ABOUT THIS EXERCISE |
Write out the data word for word, taking care that no picture is carried over.

SUPPLIED RECORDS |

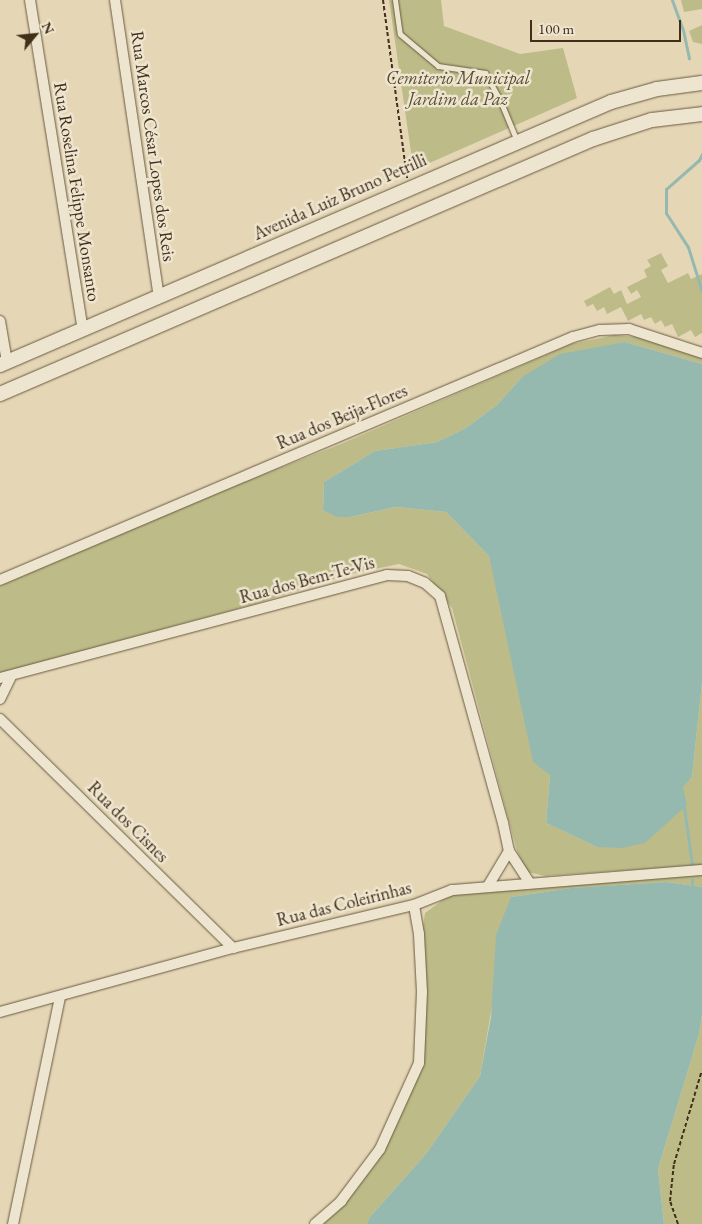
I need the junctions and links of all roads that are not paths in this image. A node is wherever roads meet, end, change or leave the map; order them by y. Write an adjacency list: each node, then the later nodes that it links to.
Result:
1 (30, 0): 9 (street, Rua Roselina Felippe Monsanto)
2 (115, 0): 7 (street, Rua Marcos César Lopes dos Reis)
3 (395, 0): 6 (lane)
4 (702, 84): 6 (main road, Avenida Luiz Bruno Petrilli)
5 (702, 114): 12 (main road)
6 (517, 141): 7 (main road, Avenida Luiz Bruno Petrilli)
7 (159, 297): 9 (main road, Avenida Luiz Bruno Petrilli)
8 (0, 321): 11 (street)
9 (83, 330): 11 (main road, Avenida Luiz Bruno Petrilli)
10 (702, 354): 13 (street, Rua dos Beija-Flores)
11 (3, 363)
12 (0, 394)
13 (0, 580)
14 (11, 676): 15 (street, Rua dos Bem-Te-Vis); 16 (street); 18 (street, Rua dos Bem-Te-Vis)
15 (0, 678)
16 (0, 699)
17 (0, 719): 23 (street, Rua dos Cisnes)
18 (509, 850): 20 (street, Rua dos Bem-Te-Vis); 21 (street)
19 (702, 870): 20 (street, Rua das Coleirinhas)
20 (530, 883): 21 (street, Rua das Coleirinhas)
21 (488, 886): 22 (street, Rua das Coleirinhas)
22 (414, 905): 23 (street, Rua das Coleirinhas); 27 (street)
23 (233, 948): 24 (street, Rua das Coleirinhas)
24 (60, 997): 25 (street, Rua das Coleirinhas); 26 (street)
25 (0, 1012)
26 (13, 1224)
27 (315, 1224)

ANSWER SPACE |
I need the junctions and links of all roads that are not paths in this image. A node is wherever roads meet, end, change or leave the map; order them by y. Write an adjacency list: each node, then the later nodes that it links to.
Result:
1 (30, 0): 9 (street, Rua Roselina Felippe Monsanto)
2 (115, 0): 7 (street, Rua Marcos César Lopes dos Reis)
3 (395, 0): 6 (lane)
4 (702, 84): 6 (main road, Avenida Luiz Bruno Petrilli)
5 (702, 114): 12 (main road)
6 (517, 141): 7 (main road, Avenida Luiz Bruno Petrilli)
7 (159, 297): 9 (main road, Avenida Luiz Bruno Petrilli)
8 (0, 321): 11 (street)
9 (83, 330): 11 (main road, Avenida Luiz Bruno Petrilli)
10 (702, 354): 13 (street, Rua dos Beija-Flores)
11 (3, 363)
12 (0, 394)
13 (0, 580)
14 (11, 676): 15 (street, Rua dos Bem-Te-Vis); 16 (street); 18 (street, Rua dos Bem-Te-Vis)
15 (0, 678)
16 (0, 699)
17 (0, 719): 23 (street, Rua dos Cisnes)
18 (509, 850): 20 (street, Rua dos Bem-Te-Vis); 21 (street)
19 (702, 870): 20 (street, Rua das Coleirinhas)
20 (530, 883): 21 (street, Rua das Coleirinhas)
21 (488, 886): 22 (street, Rua das Coleirinhas)
22 (414, 905): 23 (street, Rua das Coleirinhas); 27 (street)
23 (233, 948): 24 (street, Rua das Coleirinhas)
24 (60, 997): 25 (street, Rua das Coleirinhas); 26 (street)
25 (0, 1012)
26 (13, 1224)
27 (315, 1224)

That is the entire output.